---------- Information supplied ----------

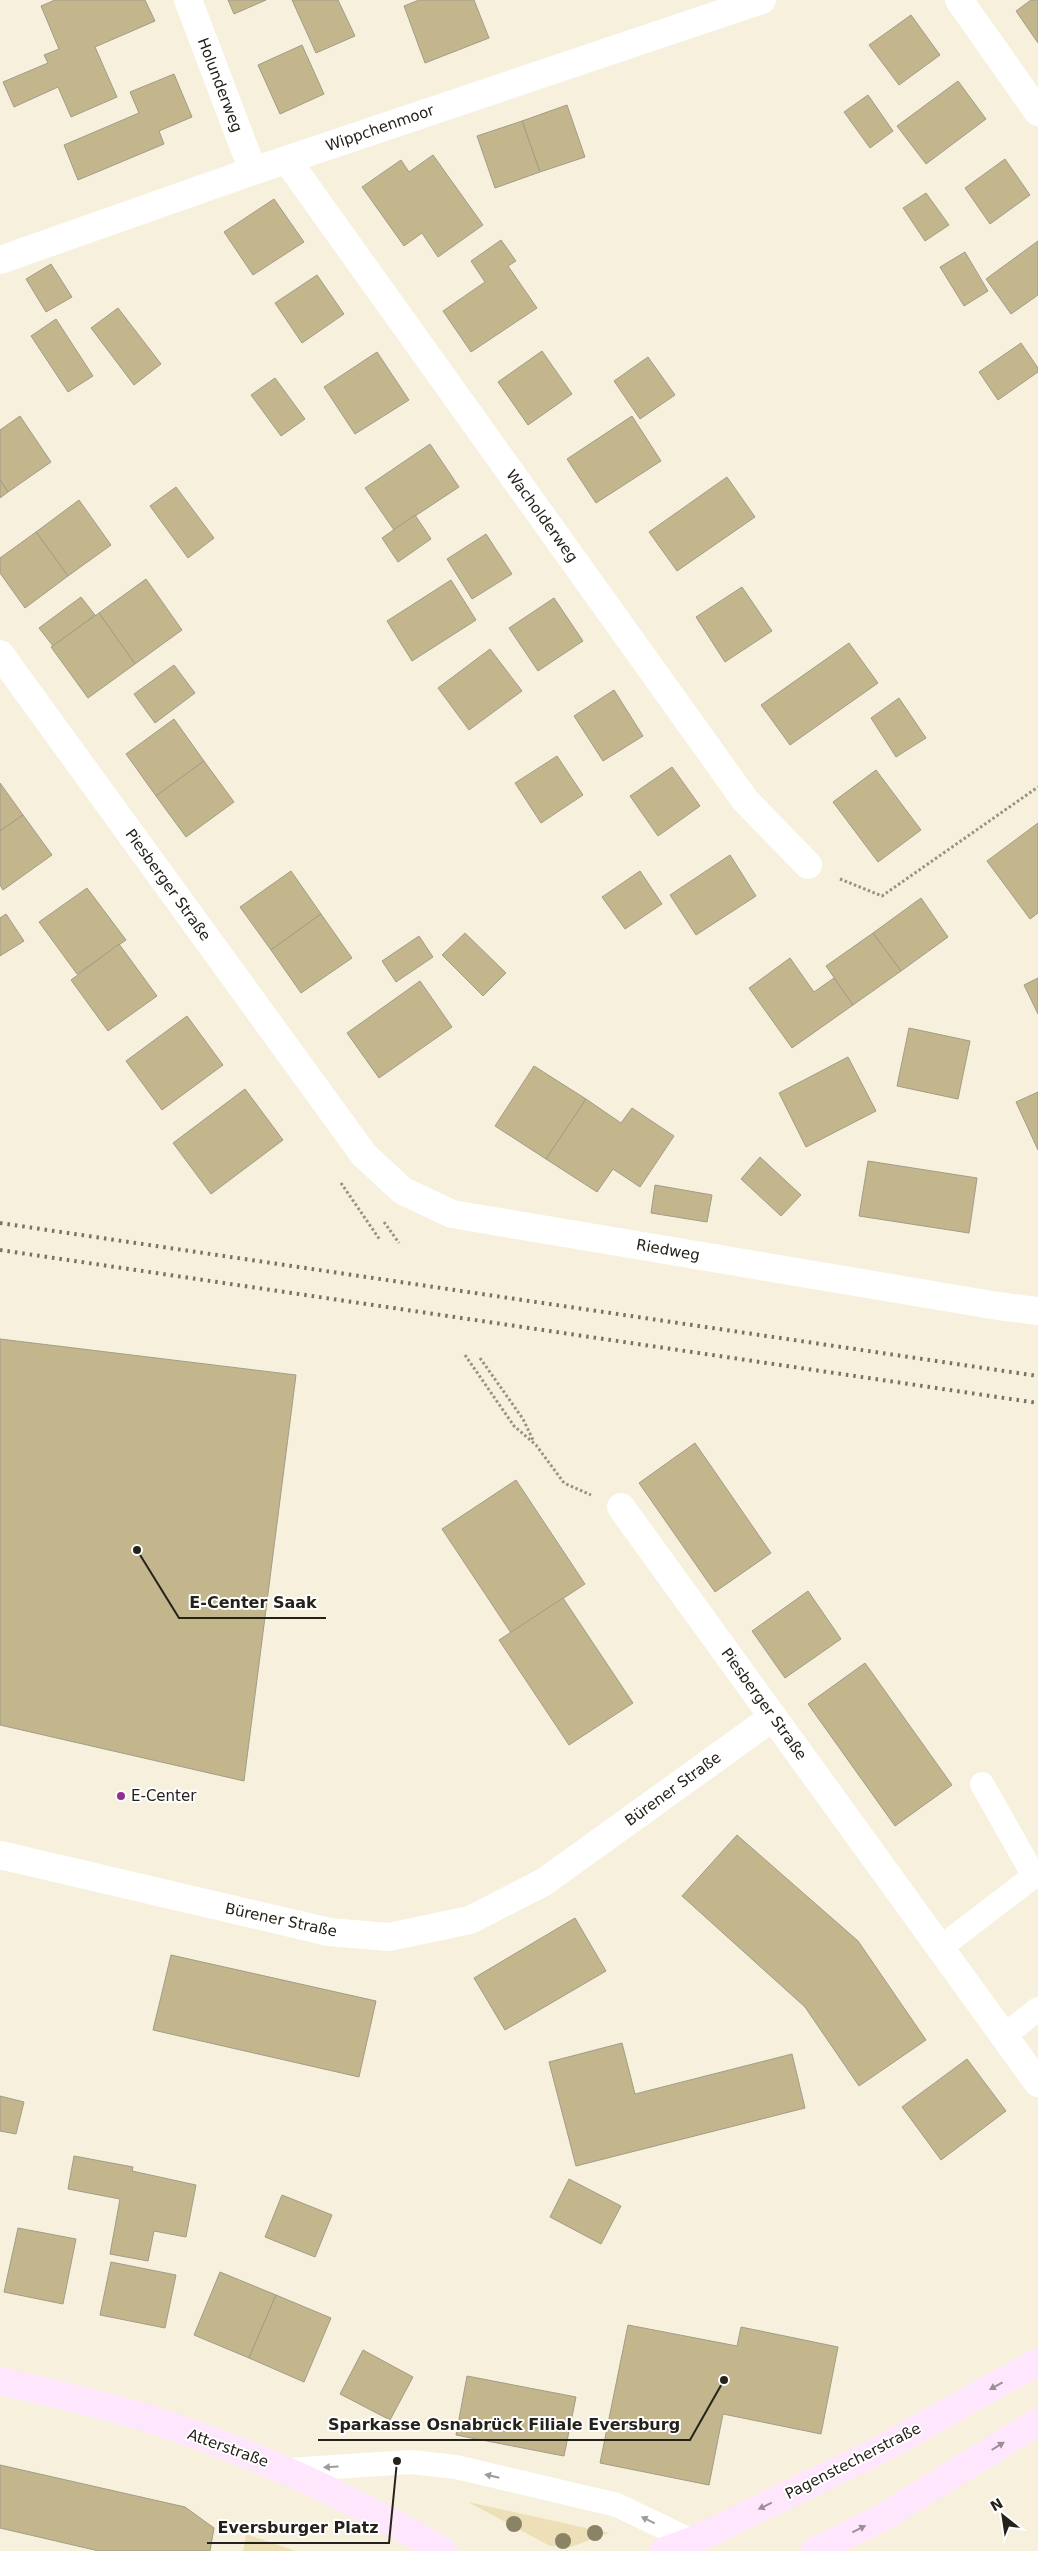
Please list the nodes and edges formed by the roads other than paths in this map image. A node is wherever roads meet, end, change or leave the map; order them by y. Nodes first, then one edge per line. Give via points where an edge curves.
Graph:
1 (188, 0) edge
2 (762, 0) edge
3 (959, 0) edge
4 (1038, 112) edge
5 (287, 160) junction
6 (253, 171) junction
7 (0, 260) edge
8 (0, 654) edge
9 (808, 865) road end
10 (335, 1116) joint
11 (1038, 1311) edge
12 (621, 1507) road end
13 (773, 1717) junction
14 (982, 1784) dead end
15 (0, 1856) edge
16 (940, 1948) junction
17 (1038, 2009) edge
18 (1004, 2036) junction
19 (1038, 2083) edge
20 (1038, 2362) edge
21 (0, 2381) edge
22 (1038, 2422) edge
23 (287, 2470) junction
24 (692, 2541) junction
25 (443, 2551) edge
26 (664, 2551) edge
27 (815, 2551) edge

1 - 6 street, Holunderweg
2 - 5 street, Wippchenmoor
3 - 4 street
5 - 6 street, Wippchenmoor
5 - 9 street, Wacholderweg via 745,800
6 - 7 street, Wippchenmoor
8 - 10 street, Piesberger Straße
10 - 11 street, Riedweg via 364,1155 403,1192 452,1214
12 - 13 street, Piesberger Straße
13 - 15 street, Bürener Straße via 544,1882 470,1920 389,1937 329,1932
13 - 16 street, Piesberger Straße
14 - 16 lane via 1034,1876
16 - 18 street, Piesberger Straße
17 - 18 lane
18 - 19 street, Piesberger Straße
20 -> 24 main road, Pagenstecherstraße via 874,2453
21 - 23 main road, Atterstraße via 150,2419
27 -> 22 main road via 883,2517
24 -> 23 lane via 617,2504 456,2467 411,2462
23 - 25 main road, Atterstraße via 397,2524
24 - 26 main road, Pagenstecherstraße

----------

Wherever a picture appears in the material above, skip it and copy the rest without change.

Please list the nodes and edges formed by the roads other than paths in this map image. A node is wherever roads meet, end, change or leave the map; order them by y. Nodes first, then one edge per line. Give via points where an edge curves.
Graph:
1 (188, 0) edge
2 (762, 0) edge
3 (959, 0) edge
4 (1038, 112) edge
5 (287, 160) junction
6 (253, 171) junction
7 (0, 260) edge
8 (0, 654) edge
9 (808, 865) road end
10 (335, 1116) joint
11 (1038, 1311) edge
12 (621, 1507) road end
13 (773, 1717) junction
14 (982, 1784) dead end
15 (0, 1856) edge
16 (940, 1948) junction
17 (1038, 2009) edge
18 (1004, 2036) junction
19 (1038, 2083) edge
20 (1038, 2362) edge
21 (0, 2381) edge
22 (1038, 2422) edge
23 (287, 2470) junction
24 (692, 2541) junction
25 (443, 2551) edge
26 (664, 2551) edge
27 (815, 2551) edge

1 - 6 street, Holunderweg
2 - 5 street, Wippchenmoor
3 - 4 street
5 - 6 street, Wippchenmoor
5 - 9 street, Wacholderweg via 745,800
6 - 7 street, Wippchenmoor
8 - 10 street, Piesberger Straße
10 - 11 street, Riedweg via 364,1155 403,1192 452,1214
12 - 13 street, Piesberger Straße
13 - 15 street, Bürener Straße via 544,1882 470,1920 389,1937 329,1932
13 - 16 street, Piesberger Straße
14 - 16 lane via 1034,1876
16 - 18 street, Piesberger Straße
17 - 18 lane
18 - 19 street, Piesberger Straße
20 -> 24 main road, Pagenstecherstraße via 874,2453
21 - 23 main road, Atterstraße via 150,2419
27 -> 22 main road via 883,2517
24 -> 23 lane via 617,2504 456,2467 411,2462
23 - 25 main road, Atterstraße via 397,2524
24 - 26 main road, Pagenstecherstraße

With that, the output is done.